Task brief
A letter-for-letter copy of the listing is required, with no pictures in it.

[Opening Records supplied section]

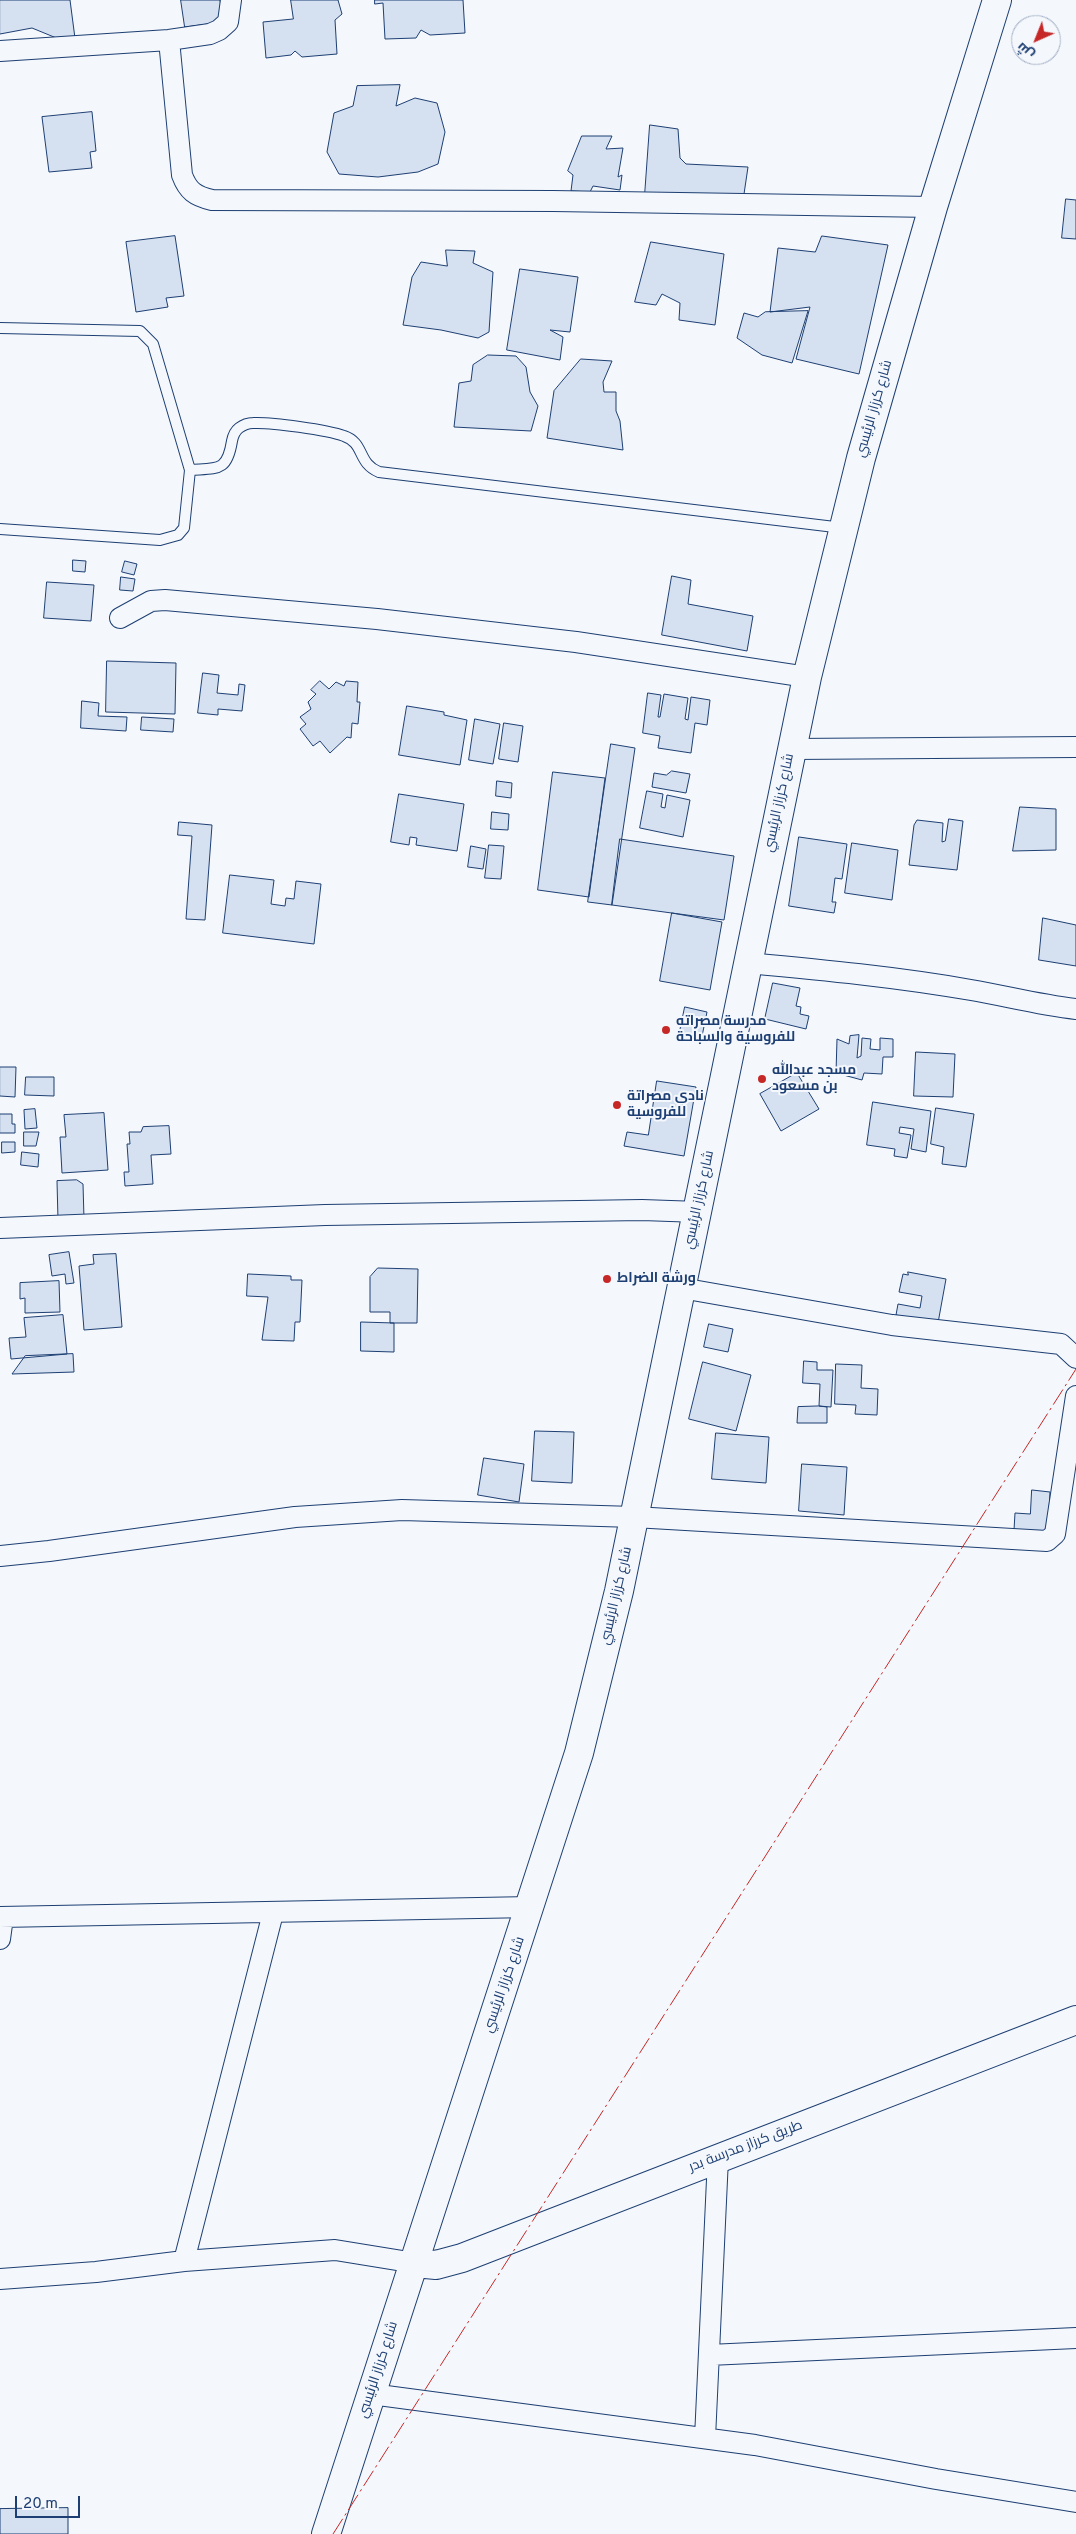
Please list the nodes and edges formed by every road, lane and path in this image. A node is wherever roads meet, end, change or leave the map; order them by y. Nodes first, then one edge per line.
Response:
1 (231, 0) edge
2 (997, 0) edge
3 (169, 40) junction
4 (0, 51) edge
5 (933, 207) junction
6 (0, 328) edge
7 (190, 470) junction
8 (844, 528) junction
9 (0, 529) edge
10 (120, 618) dead end
11 (807, 677) junction
12 (1076, 748) edge
13 (792, 749) junction
14 (748, 963) junction
15 (1076, 1009) edge
16 (699, 1212) junction
17 (0, 1228) edge
18 (681, 1288) junction
19 (1076, 1358) edge
20 (1076, 1396) edge
21 (634, 1517) junction
22 (0, 1556) edge
23 (531, 1907) junction
24 (273, 1913) junction
25 (2, 1917) edge
26 (0, 1939) edge
27 (1076, 2020) edge
28 (718, 2158) junction
29 (184, 2261) junction
30 (415, 2263) junction
31 (0, 2279) edge
32 (1076, 2338) edge
33 (709, 2355) junction
34 (371, 2394) junction
35 (704, 2438) junction
36 (1076, 2502) edge
37 (326, 2534) edge

1 - 3 street
2 - 5 street, شارع كرزاز الرئيسي
3 - 4 street
3 - 5 street
5 - 8 street, شارع كرزاز الرئيسي
6 - 7 lane
7 - 8 lane
7 - 9 lane
8 - 11 street, شارع كرزاز الرئيسي
10 - 11 street
11 - 13 street, شارع كرزاز الرئيسي
12 - 13 street
13 - 14 street, شارع كرزاز الرئيسي
14 - 15 street
14 - 16 street, شارع كرزاز الرئيسي
16 - 17 street
16 - 18 street, شارع كرزاز الرئيسي
18 - 19 street
18 - 21 street, شارع كرزاز الرئيسي
20 - 21 street
21 - 22 street
21 - 23 street, شارع كرزاز الرئيسي
23 - 24 street
23 - 30 street, شارع كرزاز الرئيسي
24 - 25 street
24 - 29 street
25 - 26 street
27 - 28 street, طريق كرزاز مدرسة بدر
28 - 30 street, طريق كرزاز مدرسة بدر
28 - 33 street
29 - 30 street
29 - 31 street
30 - 34 street, شارع كرزاز الرئيسي
32 - 33 street
33 - 35 street
34 - 35 street
34 - 37 street, شارع كرزاز الرئيسي
35 - 36 street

[Closing Records supplied section]

Answer to the exercise
Please list the nodes and edges formed by every road, lane and path in this image. A node is wherever roads meet, end, change or leave the map; order them by y. Nodes first, then one edge per line.
Response:
1 (231, 0) edge
2 (997, 0) edge
3 (169, 40) junction
4 (0, 51) edge
5 (933, 207) junction
6 (0, 328) edge
7 (190, 470) junction
8 (844, 528) junction
9 (0, 529) edge
10 (120, 618) dead end
11 (807, 677) junction
12 (1076, 748) edge
13 (792, 749) junction
14 (748, 963) junction
15 (1076, 1009) edge
16 (699, 1212) junction
17 (0, 1228) edge
18 (681, 1288) junction
19 (1076, 1358) edge
20 (1076, 1396) edge
21 (634, 1517) junction
22 (0, 1556) edge
23 (531, 1907) junction
24 (273, 1913) junction
25 (2, 1917) edge
26 (0, 1939) edge
27 (1076, 2020) edge
28 (718, 2158) junction
29 (184, 2261) junction
30 (415, 2263) junction
31 (0, 2279) edge
32 (1076, 2338) edge
33 (709, 2355) junction
34 (371, 2394) junction
35 (704, 2438) junction
36 (1076, 2502) edge
37 (326, 2534) edge

1 - 3 street
2 - 5 street, شارع كرزاز الرئيسي
3 - 4 street
3 - 5 street
5 - 8 street, شارع كرزاز الرئيسي
6 - 7 lane
7 - 8 lane
7 - 9 lane
8 - 11 street, شارع كرزاز الرئيسي
10 - 11 street
11 - 13 street, شارع كرزاز الرئيسي
12 - 13 street
13 - 14 street, شارع كرزاز الرئيسي
14 - 15 street
14 - 16 street, شارع كرزاز الرئيسي
16 - 17 street
16 - 18 street, شارع كرزاز الرئيسي
18 - 19 street
18 - 21 street, شارع كرزاز الرئيسي
20 - 21 street
21 - 22 street
21 - 23 street, شارع كرزاز الرئيسي
23 - 24 street
23 - 30 street, شارع كرزاز الرئيسي
24 - 25 street
24 - 29 street
25 - 26 street
27 - 28 street, طريق كرزاز مدرسة بدر
28 - 30 street, طريق كرزاز مدرسة بدر
28 - 33 street
29 - 30 street
29 - 31 street
30 - 34 street, شارع كرزاز الرئيسي
32 - 33 street
33 - 35 street
34 - 35 street
34 - 37 street, شارع كرزاز الرئيسي
35 - 36 street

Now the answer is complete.